Samarinda, katakabar.com - Dinas Perkebunan atau Disbun Provinsi Kalimantan Timur ajak petani kelapa sawit bergabung dalam kelembagaan resmi dan berbadan hukum, seperti koperasi. Hal ini untuk memperkuat posisi tawar petani dalam penentuan harga jual Tandan Buah Segar atau TBS kelapa sawit.

Plt Kepala Bidang Pengembangan Komoditi Disbun Kaltim, Asmirilda, ajakan agar petani menjadi anggota koperasi implementasi atau penerapan dari Peraturan Menteri Pertanian (permentan) Nomor 18 Tahun 2018 tentang Pengembangan Kawasan Pertanian Berbasis Korporasi Petani.

Pemprov Kalimantan Timur, kata Asmirilda, bakal dampingi kelembagaan ekonomi berbadan hukum, seperti koperasi, yang sebagian besar sahamnya dimiliki oleh petani.

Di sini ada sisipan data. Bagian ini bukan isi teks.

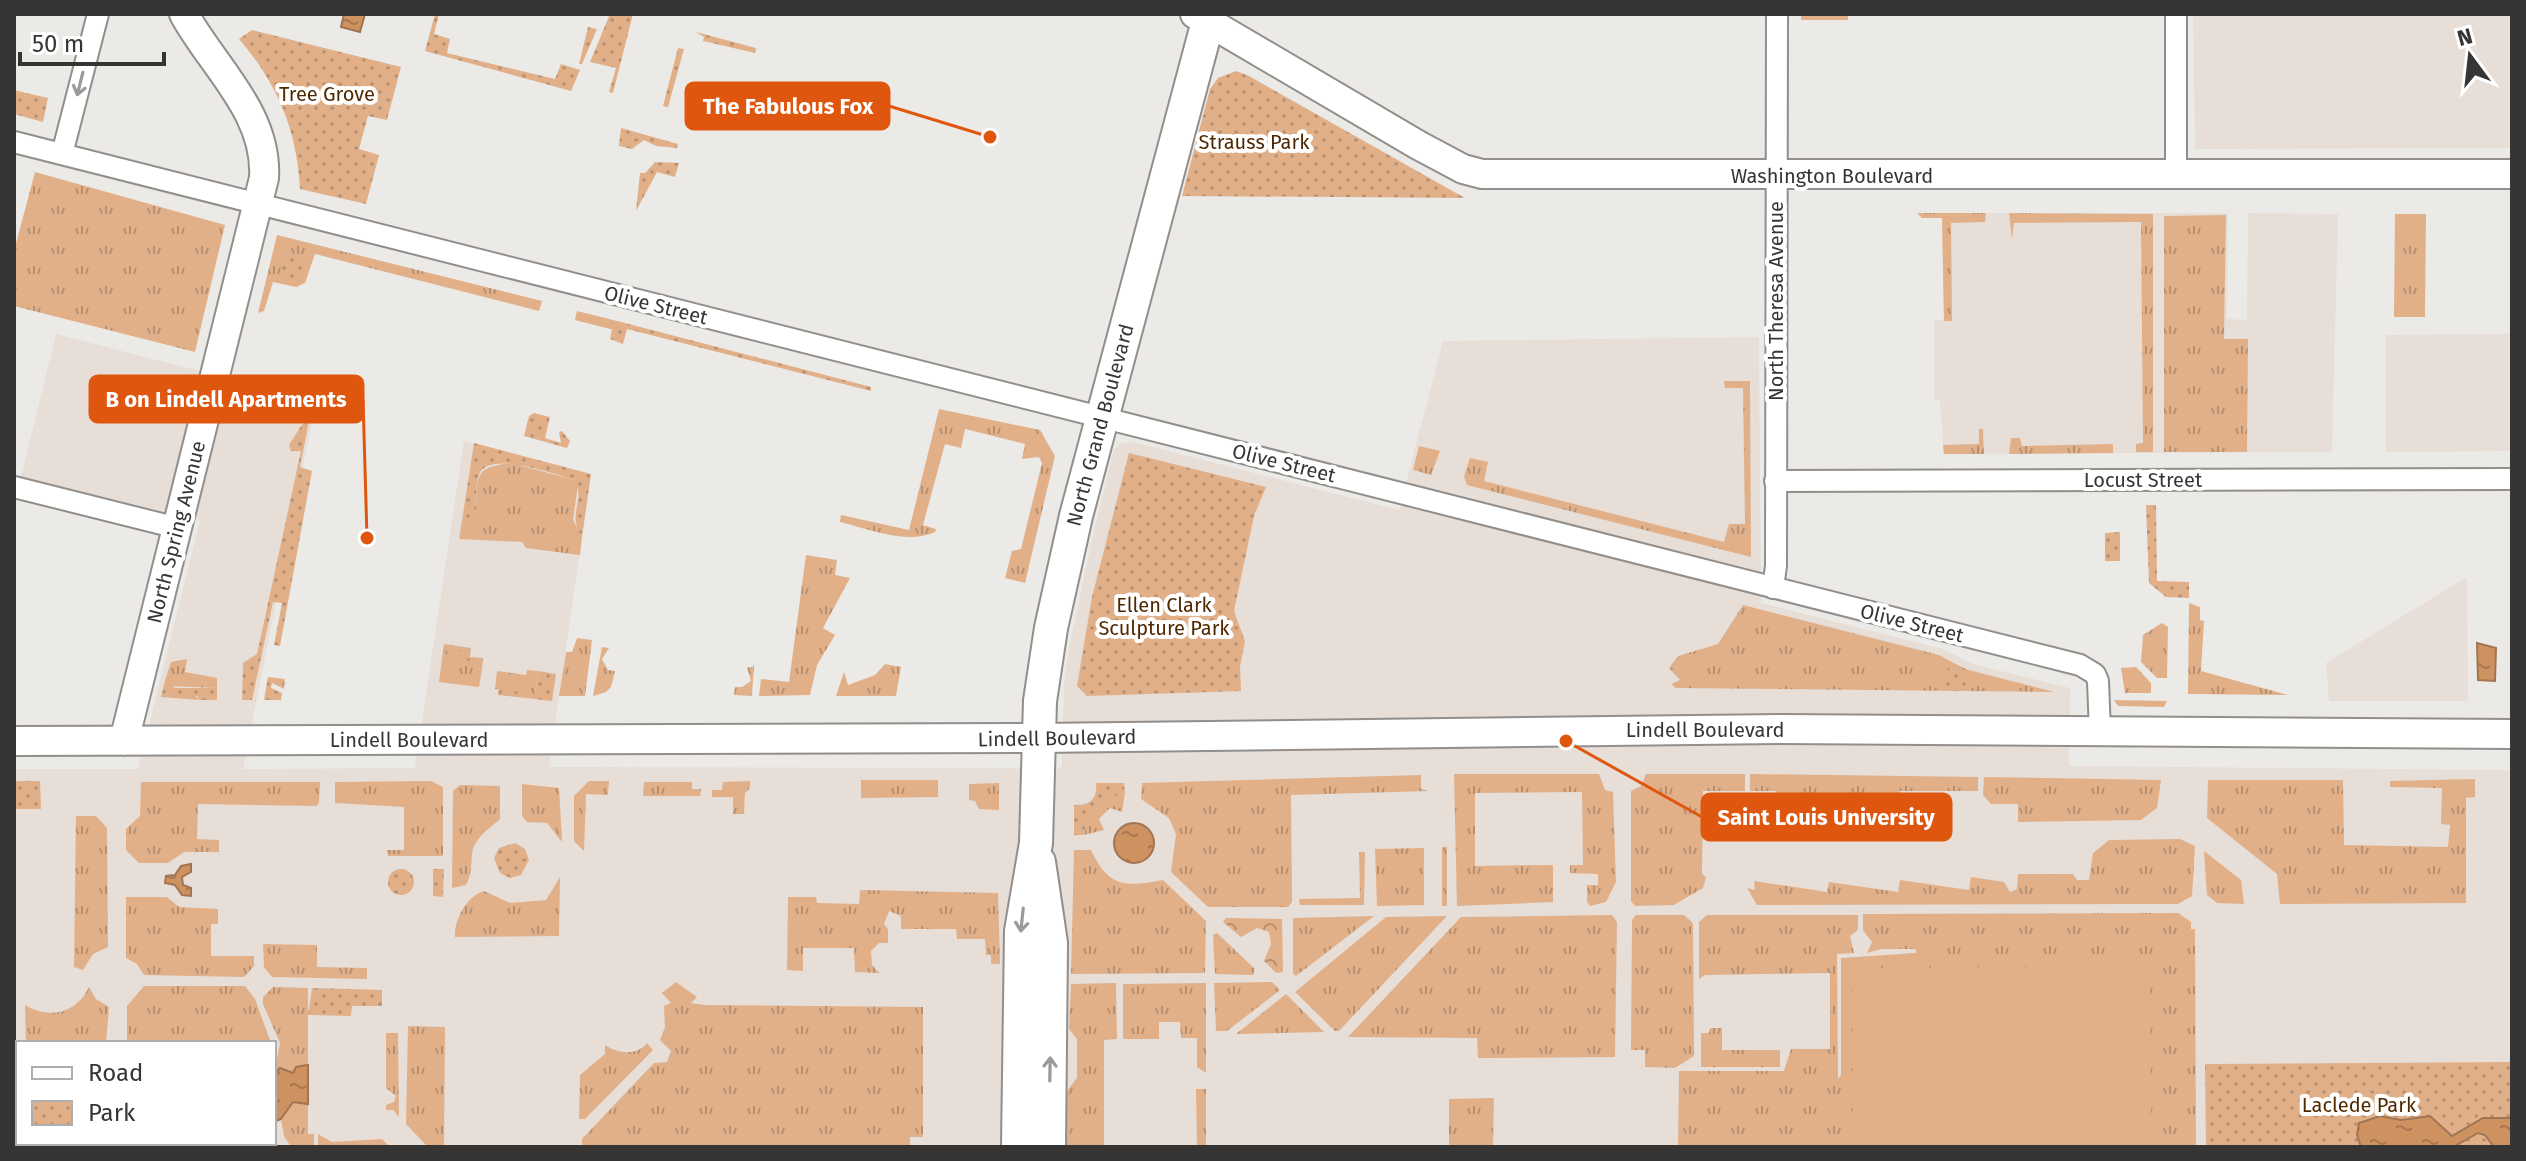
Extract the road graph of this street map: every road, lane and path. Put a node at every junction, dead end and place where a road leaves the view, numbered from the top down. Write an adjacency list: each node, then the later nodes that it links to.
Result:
1 (98, 14): 7 (street, one-way to 7)
2 (184, 14): 11 (main road, North Spring Avenue)
3 (1777, 14): 10 (street, North Theresa Avenue)
4 (2176, 14): 9 (street)
5 (1204, 17): 10 (main road, Washington Boulevard); 12 (main road, North Grand Boulevard)
6 (14, 142): 7 (street, Olive Street)
7 (62, 154): 11 (street, Olive Street)
8 (2512, 174): 9 (main road, Washington Boulevard)
9 (2176, 176): 10 (main road, Washington Boulevard)
10 (1776, 177): 14 (street, North Theresa Avenue)
11 (259, 204): 12 (street, Olive Street); 16 (main road, North Spring Avenue)
12 (1102, 416): 17 (street, Olive Street); 20 (main road, North Grand Boulevard)
13 (2512, 479): 14 (street, Locust Street)
14 (1775, 481): 17 (street, North Theresa Avenue)
15 (14, 487): 16 (street)
16 (178, 528): 22 (main road, North Spring Avenue)
17 (1773, 588): 18 (street, Olive Street)
18 (2100, 733): 19 (main road); 20 (main road, Lindell Boulevard)
19 (2512, 734)
20 (1038, 738): 22 (main road, Lindell Boulevard); 23 (main road, North Grand Boulevard)
21 (14, 741): 22 (main road, Lindell Boulevard)
22 (124, 741)
23 (1036, 843): 24 (main road, North Grand Boulevard, one-way to 24); 25 (main road, North Grand Boulevard, one-way to 23)
24 (1018, 1147)
25 (1049, 1147)

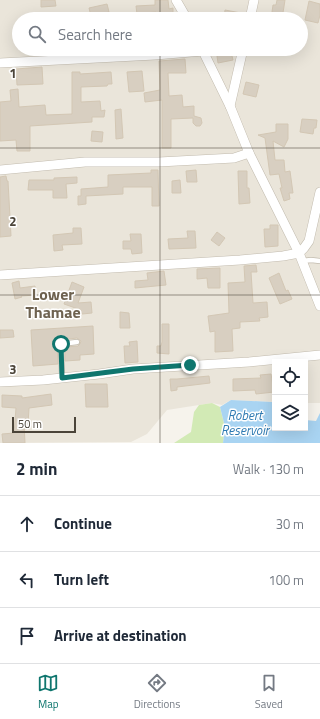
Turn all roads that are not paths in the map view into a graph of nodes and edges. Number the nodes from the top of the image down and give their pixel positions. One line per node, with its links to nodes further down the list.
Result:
1 (176, 0): 3 (street)
2 (254, 0): 4 (street)
3 (183, 12)
4 (251, 12)
5 (140, 56): 8 (street)
6 (206, 56): 9 (street)
7 (241, 56): 9 (street)
8 (0, 63)
9 (230, 106): 10 (street)
10 (249, 153): 11 (street); 13 (street)
11 (0, 170)
12 (320, 192): 13 (street)
13 (301, 257): 14 (lane); 15 (street); 16 (street)
14 (320, 261)
15 (0, 275)
16 (320, 306)
17 (77, 342): 19 (lane)
18 (320, 355): 19 (street)
19 (62, 378): 20 (street)
20 (0, 382)

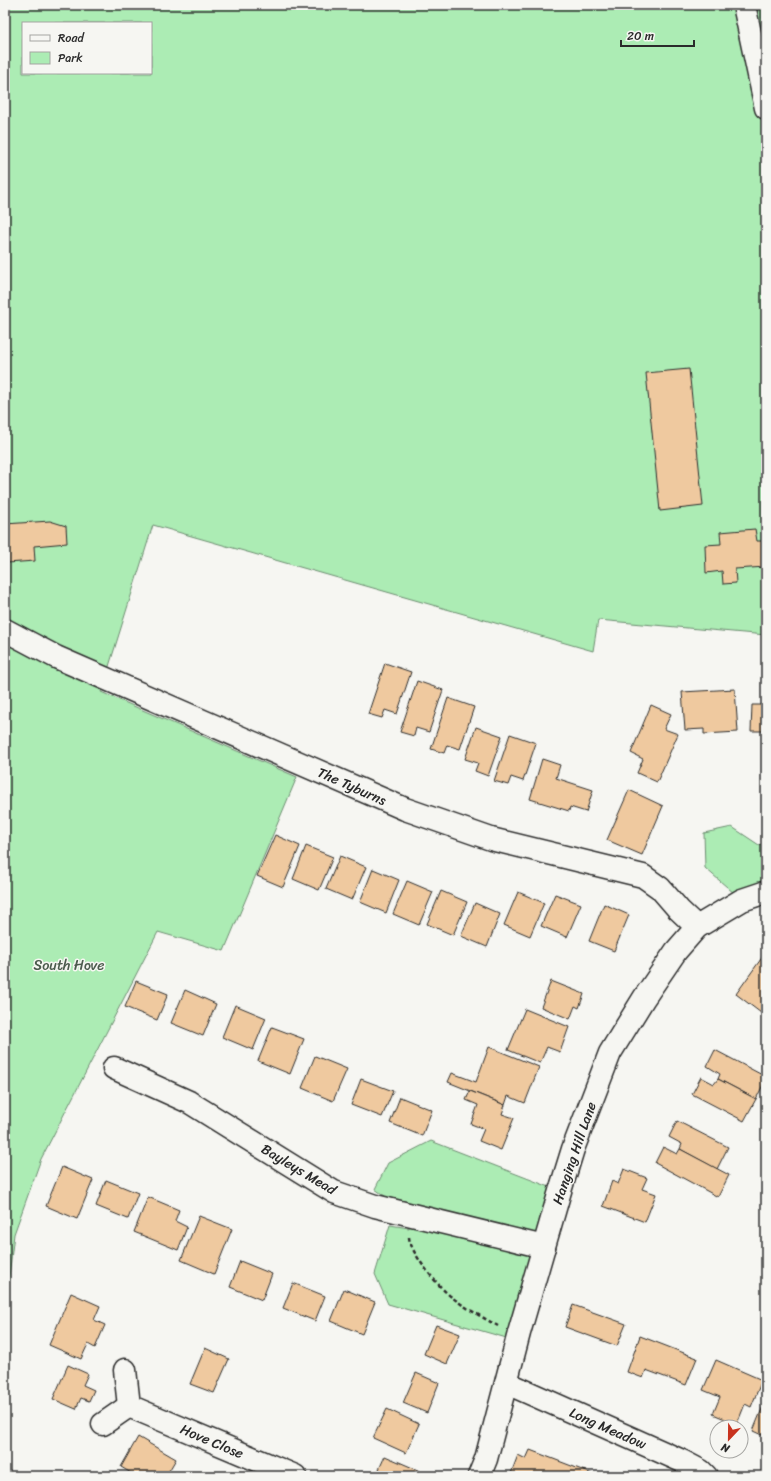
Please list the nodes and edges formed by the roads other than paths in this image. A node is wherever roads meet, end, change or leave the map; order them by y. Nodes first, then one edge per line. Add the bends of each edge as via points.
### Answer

Pendampingan kelembagaan yang baik diharapkan dapat menciptakan kemandirian petani serta memperkuat posisi tawar mereka dalam sektor perkebunan.

"Dengan kelembagaan yang kuat, petani tidak hanya menjadi penghasil, tapi pemain utama mata rantai pasok agribisnis," jelasnya melalui keterangan resmi Diskominfo Kaltim, dilansir dari laman EMG, Minggu (22/12).

Disebutkannya, di Kecamatan Kuaro, Kabupaten Paser, terdapat tujuh koperasi unit desa (KUD) yang aktif, meliputi KUD Rangan Jaya di Desa Padang Jaya dan KUD Jaya Mukti di Desa Modang. Sementara, di Long Ikis ada KUD Sumber Rejeki dan KUD Tani Makmur yang turut berperan aktif dalam mengelola perkebunan sawit berbasis koperasi.

"Para petani di wilayah ini sepakat untuk meningkatkan kapasitas kelembagaan dan membangun kemitraan strategis guna memperbaiki harga TBS," jelasnya.

Koperasi Induk Paser Jaya Bersama, yang berdiri pada 2020 lalu, tambahnya, kini menjadi penghubung utama bagi 20 koperasi primer di Kabupaten Paser.

"Dengan dukungan dari pemerintah provinsi dan kabupaten, pembinaan kelembagaan, pemasaran hasil perkebunan, serta penguatan kemitraan, terus digalakkan," tandasnya.